WAITING. (KLF BIOG 010.)- Library of Mu
- Library of Mu record:
- Title: WAITING. (KLF BIOG 010.)
- Date: 1990-10-00
- Journal: -
- Author: KLF Communications
- Type of resource: Official
- Status: text
- No. views: 939
- Description: Waiting video details. Also included Completist list.
WAITING. (KLF BIOG 010.)
By KLF Communications (1990-10-00, -)
A meditation on the qualities of Waiting, or "This is not The
White Room".
"Waiting" is a forty minute impression of The KLF's eight day
visit to the Isle of Jura off the West Coast of Scotland in
Spring 1990.
The KLF's original plan on visiting Jura was to take their mobile
studio "Trancentral" and record an album entitled "Gate". It was
to be a minimalist techno record, but the power of the land, sea
and sky scapes of Jura and the almost dream-like quality of the
light put an end to any thoughts of making music more suited to
inner city night life.
Instead they spent their time waiting.
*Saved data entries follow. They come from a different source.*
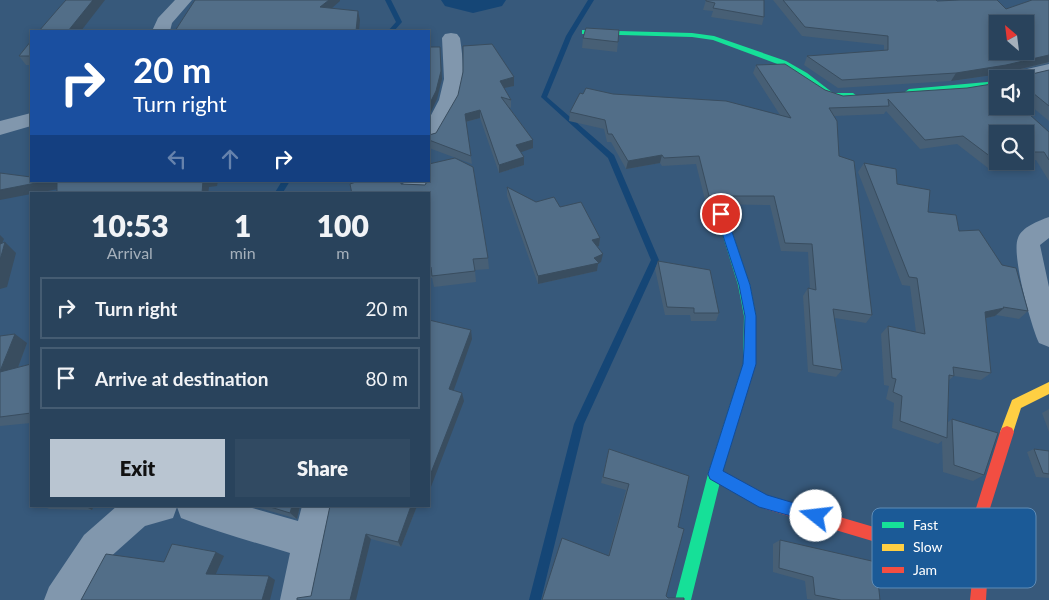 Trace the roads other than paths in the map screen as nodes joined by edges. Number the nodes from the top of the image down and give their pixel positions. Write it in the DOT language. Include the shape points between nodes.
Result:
graph roads {
  1 [pos="184,0"];
  2 [pos="161,30"];
  3 [pos="584,32"];
  4 [pos="451,38"];
  5 [pos="1049,70"];
  6 [pos="1034,74"];
  7 [pos="989,84"];
  8 [pos="893,93"];
  9 [pos="866,95"];
  10 [pos="30,119"];
  11 [pos="0,128"];
  12 [pos="430,134"];
  13 [pos="721,214"];
  14 [pos="1049,226"];
  15 [pos="1049,334"];
  16 [pos="1049,388"];
  17 [pos="715,474"];
  18 [pos="156,507"];
  19 [pos="196,507"];
  20 [pos="319,507"];
  21 [pos="983,508"];
  22 [pos="872,534"];
  23 [pos="309,540"];
  24 [pos="62,600"];
  25 [pos="298,600"];
  26 [pos="683,600"];
  1 -- 2 [label="street" via="164,22"];
  3 -- 9 [label="street" via="702,36 783,63 831,95"];
  4 -- 12 [label="street" via="454,88"];
  5 -- 6 [label="street"];
  7 -- 8 [label="street"];
  10 -- 11 [label="street"];
  13 -- 17 [label="street" via="744,285 750,316 750,354"];
  14 -- 15 [label="street" via="1030,238 1028,244 1038,299"];
  16 -- 21 [label="street" via="1016,404"];
  17 -- 22 [label="street" via="764,502"];
  17 -- 26 [label="street"];
  18 -- 24 [label="street" via="137,511 96,547"];
  19 -- 23 [label="street"];
  20 -- 23 [label="street"];
  23 -- 25 [label="street"];
} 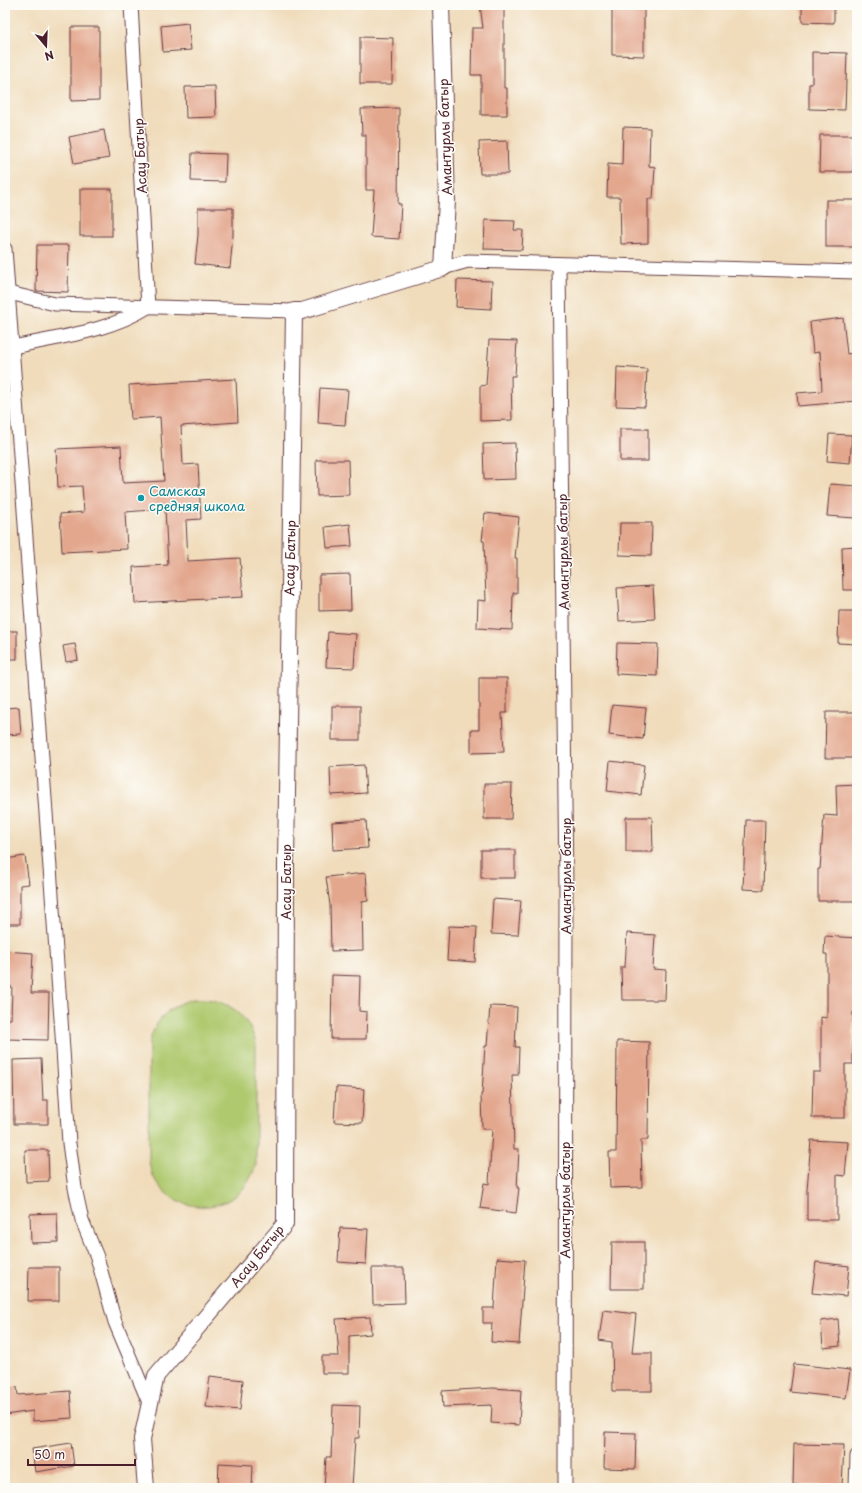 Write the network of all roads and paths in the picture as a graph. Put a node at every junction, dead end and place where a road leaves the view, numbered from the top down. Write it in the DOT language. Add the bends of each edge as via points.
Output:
graph roads {
  1 [pos="132,5"];
  2 [pos="441,5"];
  3 [pos="5,249"];
  4 [pos="560,264"];
  5 [pos="444,268"];
  6 [pos="857,272"];
  7 [pos="6,292"];
  8 [pos="148,307"];
  9 [pos="294,311"];
  10 [pos="13,347"];
  11 [pos="150,1405"];
  12 [pos="857,1456"];
  13 [pos="146,1488"];
  14 [pos="565,1488"];
  15 [pos="856,1488"];
  1 -- 8 [label="street, Асау Батыр"];
  2 -- 5 [label="street, Амантурлы батыр" via="448,202"];
  3 -- 7 [label="street"];
  4 -- 5 [label="street" via="468,261"];
  4 -- 6 [label="street"];
  4 -- 14 [label="street, Амантурлы батыр" via="566,890"];
  5 -- 9 [label="street" via="302,311"];
  7 -- 8 [label="street" via="55,304"];
  7 -- 10 [label="street"];
  8 -- 9 [label="street"];
  8 -- 10 [label="street" via="103,328"];
  9 -- 11 [label="street, Асау Батыр" via="286,862 286,1224 156,1376"];
  10 -- 11 [label="street" via="69,1143 82,1220 97,1257 115,1322"];
  11 -- 13 [label="street, Асау Батыр" via="142,1439"];
  12 -- 15 [label="street"];
} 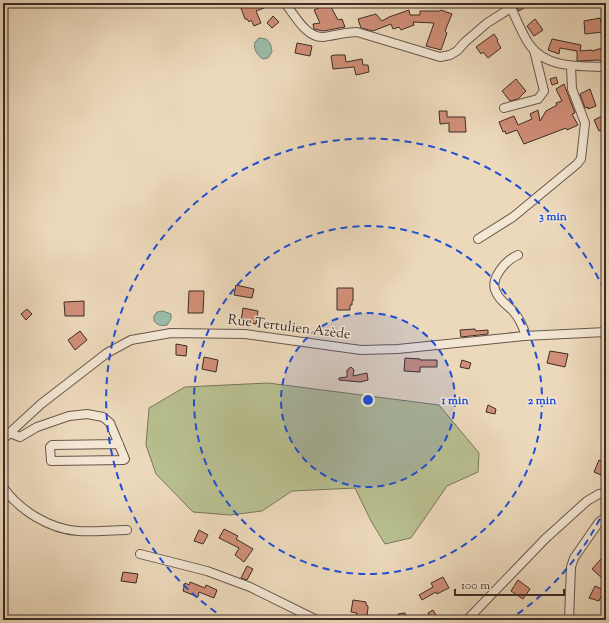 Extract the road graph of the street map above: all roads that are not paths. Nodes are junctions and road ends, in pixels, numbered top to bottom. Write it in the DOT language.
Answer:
graph roads {
  1 [pos="285,3"];
  2 [pos="510,6"];
  3 [pos="534,50"];
  4 [pos="571,66"];
  5 [pos="606,66"];
  6 [pos="504,108"];
  7 [pos="478,240"];
  8 [pos="518,255"];
  9 [pos="606,332"];
  10 [pos="526,336"];
  11 [pos="10,433"];
  12 [pos="3,439"];
  13 [pos="119,444"];
  14 [pos="3,486"];
  15 [pos="606,493"];
  16 [pos="606,517"];
  17 [pos="127,530"];
  18 [pos="140,554"];
  19 [pos="317,620"];
  20 [pos="467,620"];
  21 [pos="569,620"];
  1 -- 2 [label="street"];
  2 -- 3 [label="street"];
  3 -- 4 [label="street"];
  3 -- 6 [label="street"];
  4 -- 5 [label="street"];
  4 -- 7 [label="street"];
  8 -- 10 [label="street"];
  9 -- 10 [label="street, Rue Tertulien Azède"];
  10 -- 11 [label="street, Rue Tertulien Azède"];
  11 -- 12 [label="street, Rue Tertulien Azède"];
  11 -- 13 [label="street"];
  13 -- 13 [label="street"];
  14 -- 17 [label="street"];
  15 -- 20 [label="street"];
  16 -- 21 [label="street"];
  18 -- 19 [label="street"];
} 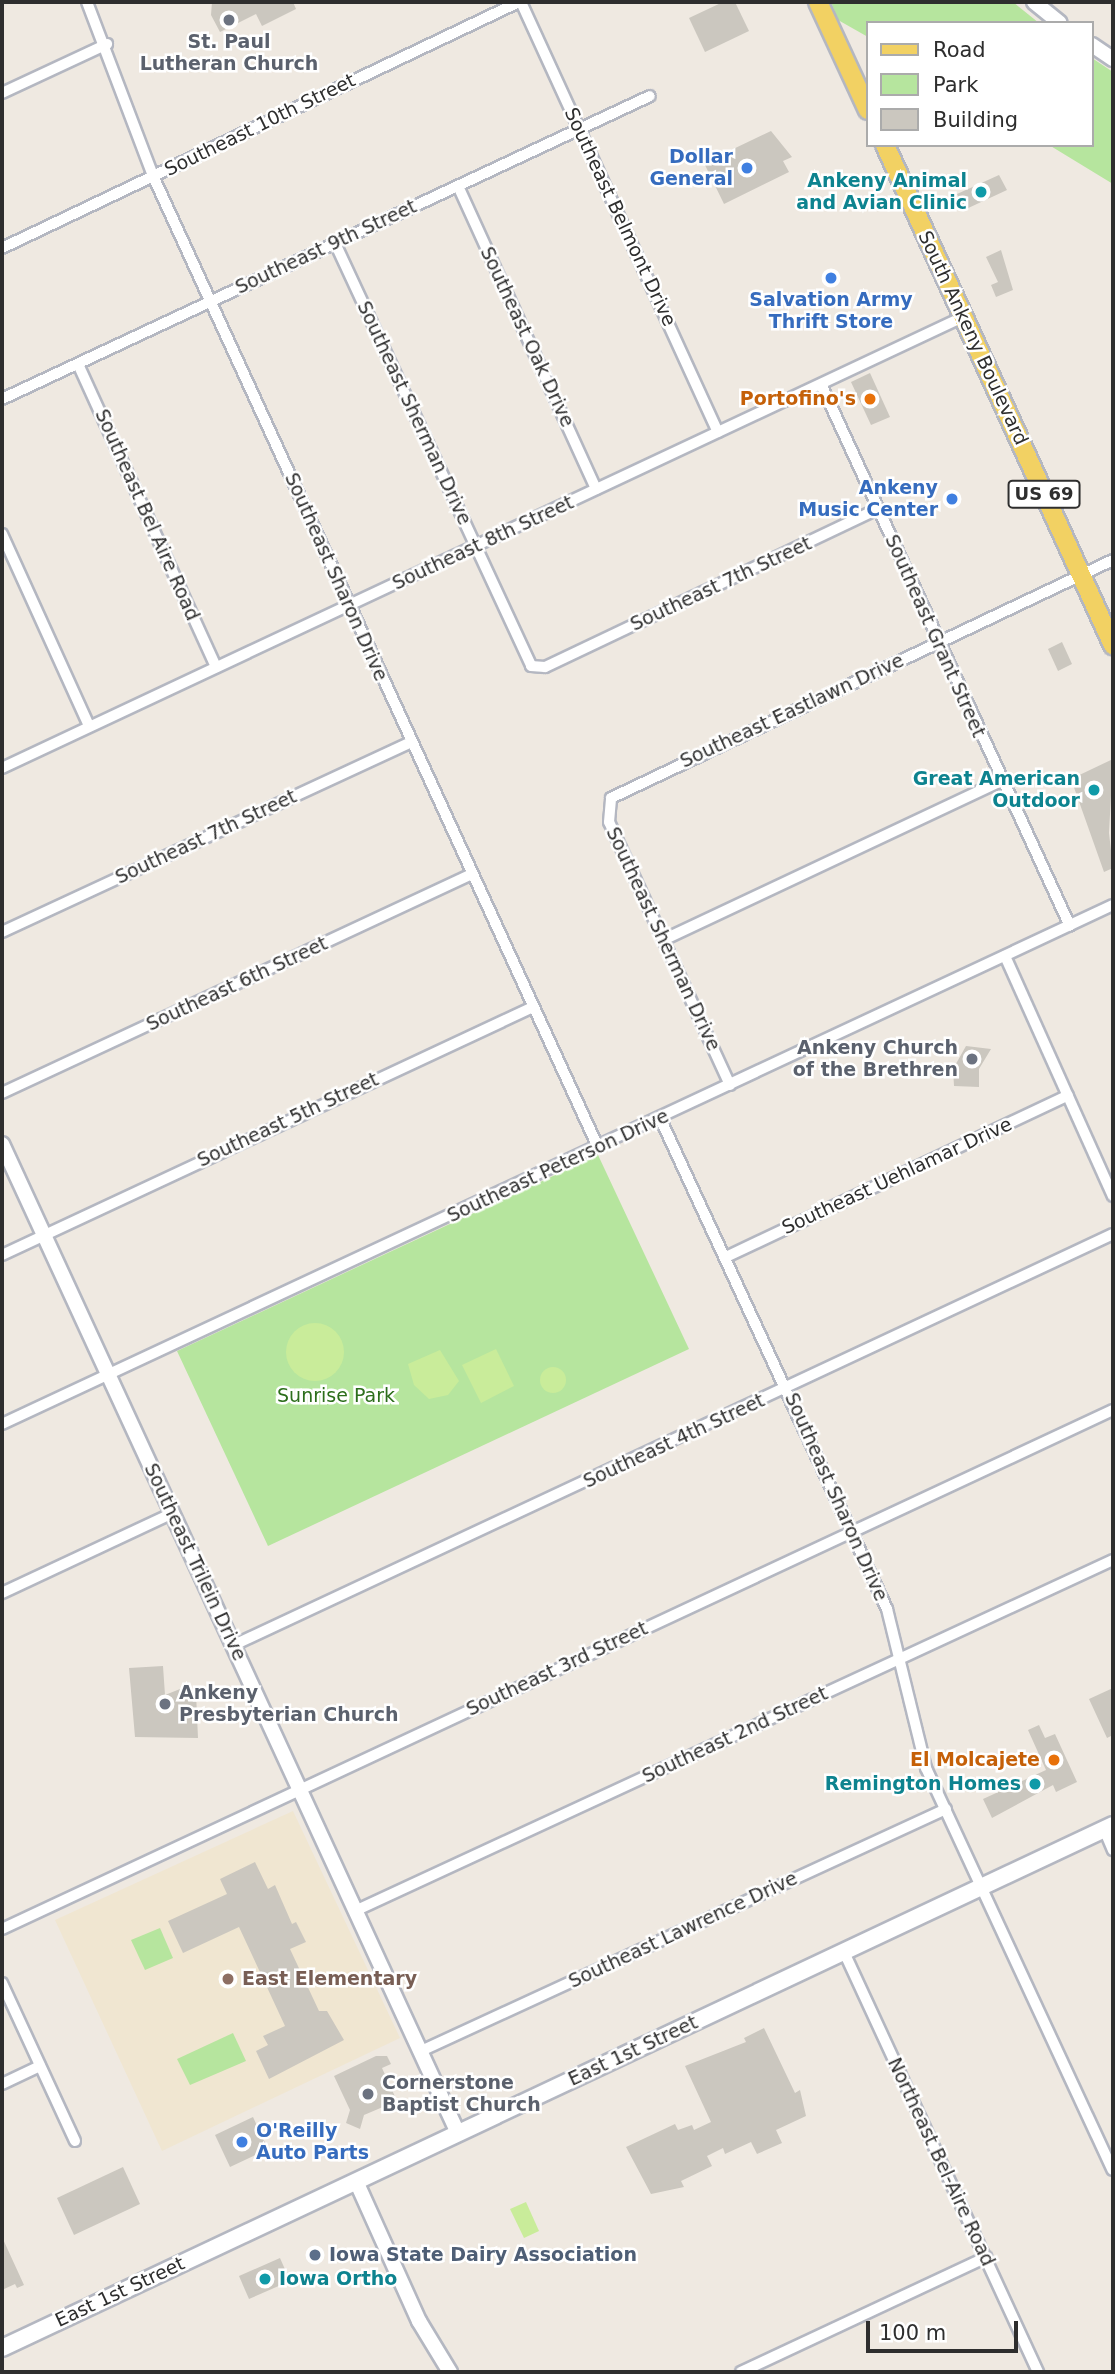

Waiting for the tide to
turn on the almost motionless sea. Waiting for the sun to sink
beyond the mountains of the Western Isles. Waiting for the stars
to stud the darkening sky. Waiting for the dawn to creep in from
the East. But maybe more importantly, waiting as emotions within
themselves shifted and changed, stirred and settled.
Along with this poetic stuff they continued to wait for all the
trivial things in life that we seem to spend so much of life
waiting for; kettles to boil, phones to ring, baths to run, moods
to pass, something to happen, or at least some sort of
explanation.
While waiting for this "explanation" The KLF took their equipment
up onto the moors. Using a small diesel powered generator for
power, they proceeded to "interact with the environment". First
recording the sounds around them (wind, birds, cattle, the
generator). Then with chunks of pre-recorded music and segments
of their own compositions they used their method of "composing,
compiling and collating" these different sounds, carefully
building a complete and original work. This was then projected
back out over the moors and across the island.
Once bored with this they returned back down to the coast and
once again set up their equipment, this time on the sea's very
edge, and spent several hours sending "sonic sculptures" across
the sea, until the advancing tide necessitated the end.
If analogies are to be drawn, "Waiting" is more like a 19th
Century watercolour painter's sketchbook full of free form
washes, than a Renaissance artist's commissioned masterwork.
Debunk where applicable.
WARNING: THIS IS NOT "THE WHITE ROOM".